A first obvious observation, but worth keeping in mind: d18O isotope values go in opposite directions between tropical oceans and tropical land. Land d18O values go up between the LGM and the Holocene (more sharply at higher altitudes), while maring d18O values become increasingly depleted. The increasing depletion of marine d18O values from the LGM moving towards the Holocene presumably reflects the melting of continental ice sheets: the ice sheets trapped precipitation with very depleted isotopes and the melting of the ice sheets returned them to the oceans.

Precipitation in the Andes comes from the Atlantic and, like the Himalayas, is governed by monsoons: more depleted precipitation comes in the summer from rainout. The vast majority of specialists (all except Lonnie Thompson) interpret d18O as an “amount” effect: lower d18O values mean more precipitation.

In a general sense, 20th century d18O values are in between LGM and Holocene Optimum values – readers will recall that Marcott et al had reported that 20th century values were exceptional: that Elvis was leaving the building, so to speak. If there was an overall pattern of 20th century exceptionalism, then one would expect the proxy results to be swamping Milankowitch patterns, but that does not seem to be the case in this region at least. (I’ve examined many other regions with similar results.)

Medieval Scale

Neukom et al included three Peru-area d18O series in their network (plotted below from original data). The top panel shows a speleothem series (Cascayunga); the middle is the Pumacocha lake sediment once again; bottom – Quelccaya ice core. These are plotted in absolute data, not the anomalies that too often remove interesting information. Cascayunga and Quelccaya are both higher resolution than Tigre Perdido and Huascaran, though the latter are much longer. One of the three proxies is screened out of the Neukom reconstruction: readers are invited to ponder which one – I’ll tell below.

three_peru1
Figure 2. d18O: top – Cascayunga speleothem; middle – Pumacocha lake sediment; bottom – Quelccaya ice core.
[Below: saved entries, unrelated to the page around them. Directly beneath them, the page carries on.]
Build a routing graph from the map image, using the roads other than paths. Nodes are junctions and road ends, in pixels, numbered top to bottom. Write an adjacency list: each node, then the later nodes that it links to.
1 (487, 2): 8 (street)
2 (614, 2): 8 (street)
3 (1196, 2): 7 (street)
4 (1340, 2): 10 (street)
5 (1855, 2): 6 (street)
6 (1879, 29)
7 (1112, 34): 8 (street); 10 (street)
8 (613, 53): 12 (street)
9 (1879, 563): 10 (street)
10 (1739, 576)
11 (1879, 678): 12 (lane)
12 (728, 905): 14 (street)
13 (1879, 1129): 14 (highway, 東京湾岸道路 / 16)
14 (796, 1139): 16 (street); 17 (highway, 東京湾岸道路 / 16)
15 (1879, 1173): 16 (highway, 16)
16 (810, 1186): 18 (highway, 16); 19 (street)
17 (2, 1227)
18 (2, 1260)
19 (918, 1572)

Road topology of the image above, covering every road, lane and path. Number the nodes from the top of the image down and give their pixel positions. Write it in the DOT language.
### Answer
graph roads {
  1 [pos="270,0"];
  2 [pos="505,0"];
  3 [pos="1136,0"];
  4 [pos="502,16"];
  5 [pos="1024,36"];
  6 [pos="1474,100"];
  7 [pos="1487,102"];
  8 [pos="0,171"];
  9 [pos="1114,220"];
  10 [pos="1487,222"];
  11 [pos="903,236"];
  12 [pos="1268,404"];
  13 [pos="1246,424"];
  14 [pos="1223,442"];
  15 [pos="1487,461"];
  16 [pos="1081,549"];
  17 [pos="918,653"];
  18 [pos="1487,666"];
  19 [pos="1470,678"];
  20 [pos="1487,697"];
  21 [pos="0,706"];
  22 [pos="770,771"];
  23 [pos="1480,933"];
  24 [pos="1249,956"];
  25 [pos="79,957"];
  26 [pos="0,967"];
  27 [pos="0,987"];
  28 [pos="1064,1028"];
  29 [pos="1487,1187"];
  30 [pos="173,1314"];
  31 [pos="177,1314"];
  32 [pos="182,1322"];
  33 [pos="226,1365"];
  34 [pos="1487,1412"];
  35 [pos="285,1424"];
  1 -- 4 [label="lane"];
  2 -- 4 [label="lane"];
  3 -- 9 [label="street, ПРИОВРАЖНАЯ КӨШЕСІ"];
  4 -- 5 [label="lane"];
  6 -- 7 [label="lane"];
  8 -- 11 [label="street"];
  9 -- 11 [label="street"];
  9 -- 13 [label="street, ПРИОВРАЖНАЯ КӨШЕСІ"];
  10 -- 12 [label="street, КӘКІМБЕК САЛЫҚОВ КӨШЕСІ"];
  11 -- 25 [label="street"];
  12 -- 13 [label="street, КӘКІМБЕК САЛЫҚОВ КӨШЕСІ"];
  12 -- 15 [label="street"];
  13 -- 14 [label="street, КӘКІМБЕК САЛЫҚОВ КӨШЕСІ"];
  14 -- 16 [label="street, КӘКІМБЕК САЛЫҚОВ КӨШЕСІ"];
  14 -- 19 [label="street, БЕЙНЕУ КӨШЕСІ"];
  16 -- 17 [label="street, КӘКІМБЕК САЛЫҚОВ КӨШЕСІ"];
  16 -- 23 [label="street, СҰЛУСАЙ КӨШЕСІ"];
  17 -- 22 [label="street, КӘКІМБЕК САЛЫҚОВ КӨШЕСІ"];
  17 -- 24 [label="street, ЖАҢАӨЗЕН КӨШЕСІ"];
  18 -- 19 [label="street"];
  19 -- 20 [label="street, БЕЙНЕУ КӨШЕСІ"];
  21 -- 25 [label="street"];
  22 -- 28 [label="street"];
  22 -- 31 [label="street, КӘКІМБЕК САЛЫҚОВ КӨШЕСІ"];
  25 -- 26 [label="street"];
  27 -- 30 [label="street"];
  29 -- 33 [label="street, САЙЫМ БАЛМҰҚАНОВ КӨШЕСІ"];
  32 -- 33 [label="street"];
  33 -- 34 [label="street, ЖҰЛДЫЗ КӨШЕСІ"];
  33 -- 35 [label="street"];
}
On this scale, there is much greater high-frequency variability in the high-altitude Quelccaya ice core series than in the lower-altitude speleothem (note however that the scales are different).

In each of the three series, one can perceive d18O values increasing from the LIA to the modern period. However, the precise timing of changes do not reconcile all that well. When similar comparisons are made between proxies on a regional scales, IPCC authors (e.g. Mann, Crowley) have routinely interpret such inconsistency as evidence that the LIA and/or MWP do not reflect globally organized events, but are regional to the North Atlantic. However, here, the three d18O series are in very close proximity.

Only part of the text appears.